How technology created a global village—and put us at each others throats by Nicholas Carr via The Boston Globe

I don’t know how they get numbers like this, but it’s an interesting figure:

Thanks to the Internet and cellular networks, humanity is more connected than ever. Of the world’s 7 billion people, 6 billion have access to a mobile phone — a billion and a half more, the United Nations reports, than have access to a working toilet.

All of this interconnectivity was supposed to foster tolerance. The more we knew of someone, the more we would like them. Or at least tolerate them. Carr points out that assumption isn’t new. It’s been proclaimed by many western thinkers since the invention of the telegraph—and radio, TV, phone and Internet were only supposed to make it better. And yet, in some ways, they didn’t.

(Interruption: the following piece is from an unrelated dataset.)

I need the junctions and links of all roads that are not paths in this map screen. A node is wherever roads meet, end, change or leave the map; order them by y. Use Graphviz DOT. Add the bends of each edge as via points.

Yet we live in a fractious time, defined not by concord but by conflict. Xenophobia is on the rise. Political and social fissures are widening. From the White House down, public discourse is characterized by vitriol and insult. We probably shouldn’t be surprised

He cites some research done by psychologist in 2007 around people who lived in the same apartment building and they found that:

as people live more closely together, the likelihood that they’ll become friends goes up, but the likelihood that they’ll become enemies goes up even more...The nearer we get to others, the harder it becomes to avoid evidence of their irritating habits. Proximity makes differences stand out.

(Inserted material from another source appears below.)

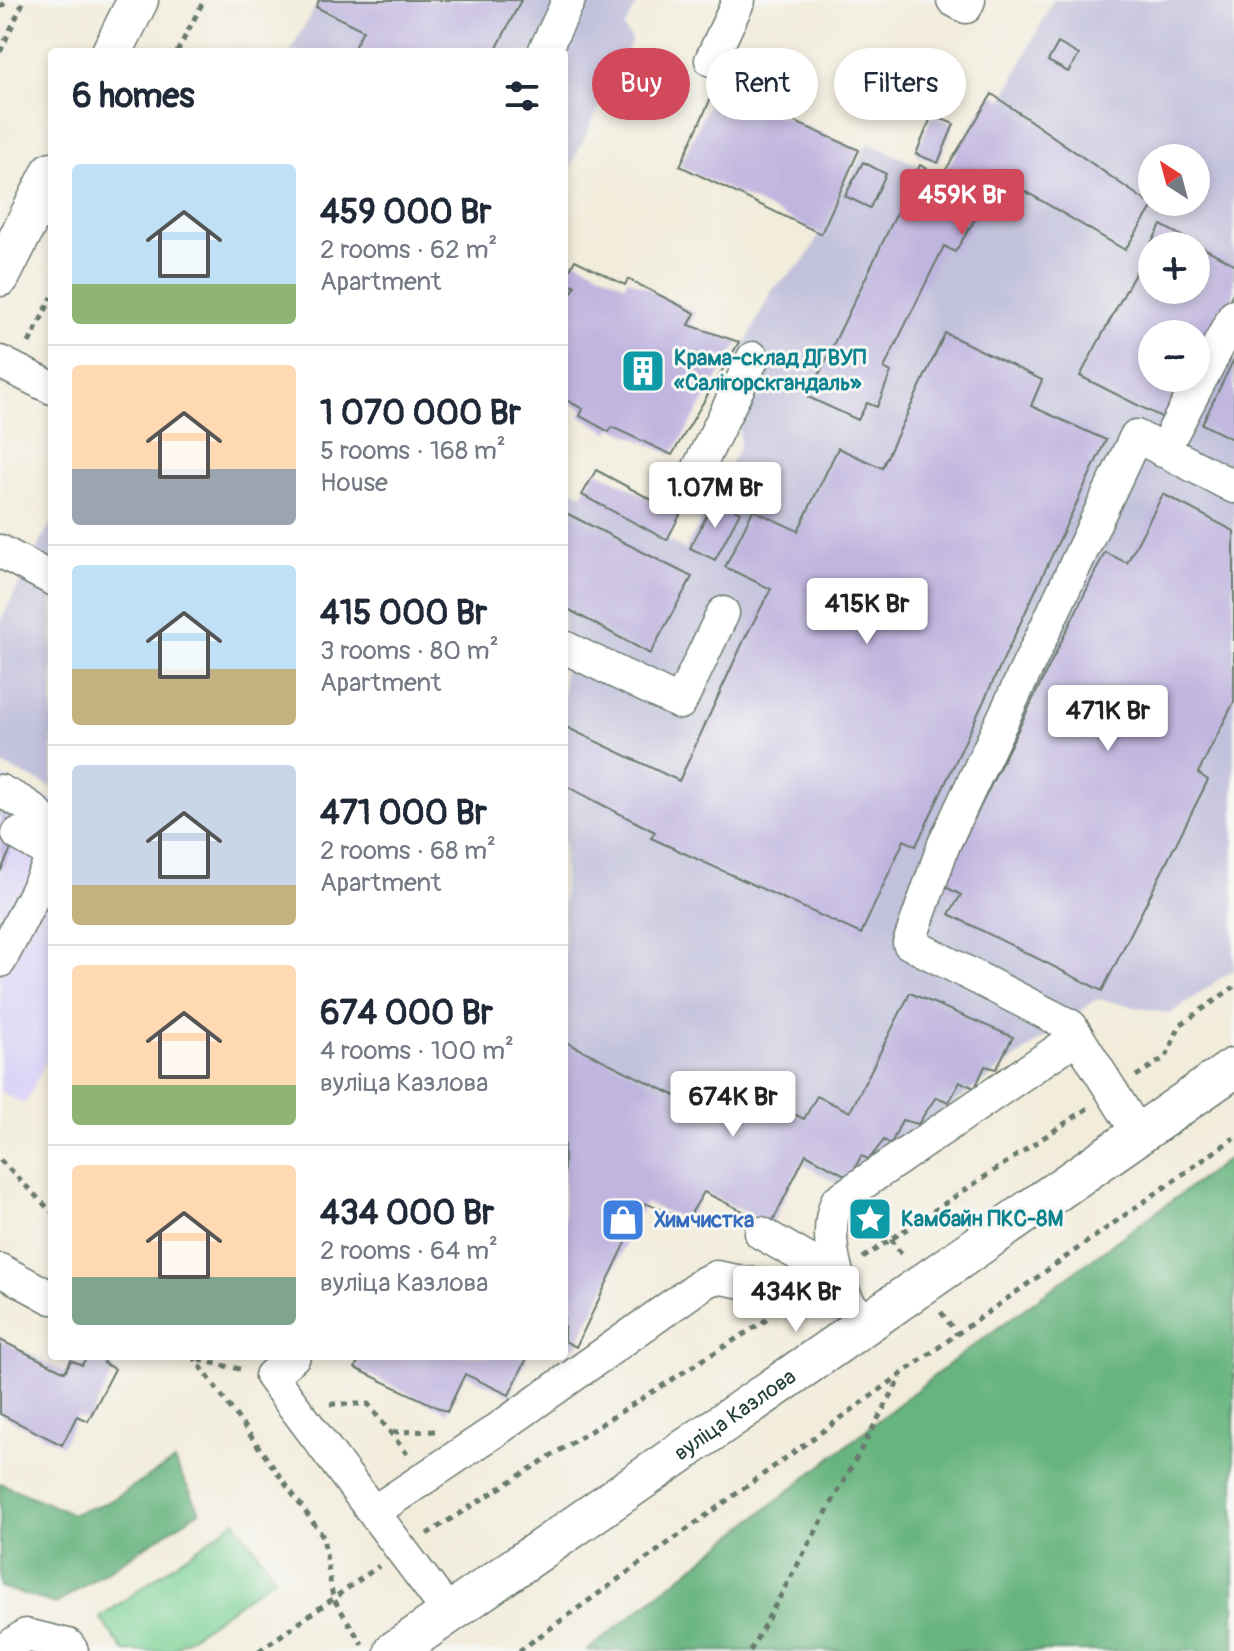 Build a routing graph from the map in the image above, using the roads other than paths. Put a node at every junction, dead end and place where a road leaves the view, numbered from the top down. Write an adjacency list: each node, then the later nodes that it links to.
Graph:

Social networks seem to only amplify this effect:

Social networks like Facebook and messaging apps like Snapchat encourage constant self-disclosure. Because status is measured quantitatively online, in numbers of followers, friends, and likes, people are rewarded for broadcasting endless details about their lives and thoughts through messages and photographs. To shut up, even briefly, is to disappear. One study found that people share four times as much information about themselves when they converse through computers as when they talk in person.

Work along these lines from British scholars in 2011 concluded:

With the advent of social media it is inevitable that we will end up knowing more about people, and also more likely that we end up disliking them because of it.

That rings true every time you hear someone talk complain about all the racist, hateful, stupid garbage from acquaintances in their Facebook feed. I agree with Carr that, at then end of the day, you’ll never be able to build a global community of harmony with only software.

[there’s an idea], long prevalent in American culture, that technological progress is sufficient to ensure social progress. If we get the engineering right, our better angels will triumph. It’s a pleasant thought, but it’s a fantasy. Progress toward a more amicable world will require not technological magic but concrete, painstaking, and altogether human measures: negotiation and compromise, a renewed emphasis on civics and reasoned debate, a citizenry able to appreciate contrary perspectives. At a personal level, we may need less self-expression and more self-examination.

Love that last line. It’s worth repeating:

we may need less self-expression and more self-examination

Carr concludes:

[technology doesn’t] make us better people. That’s a job we can’t offload on machines.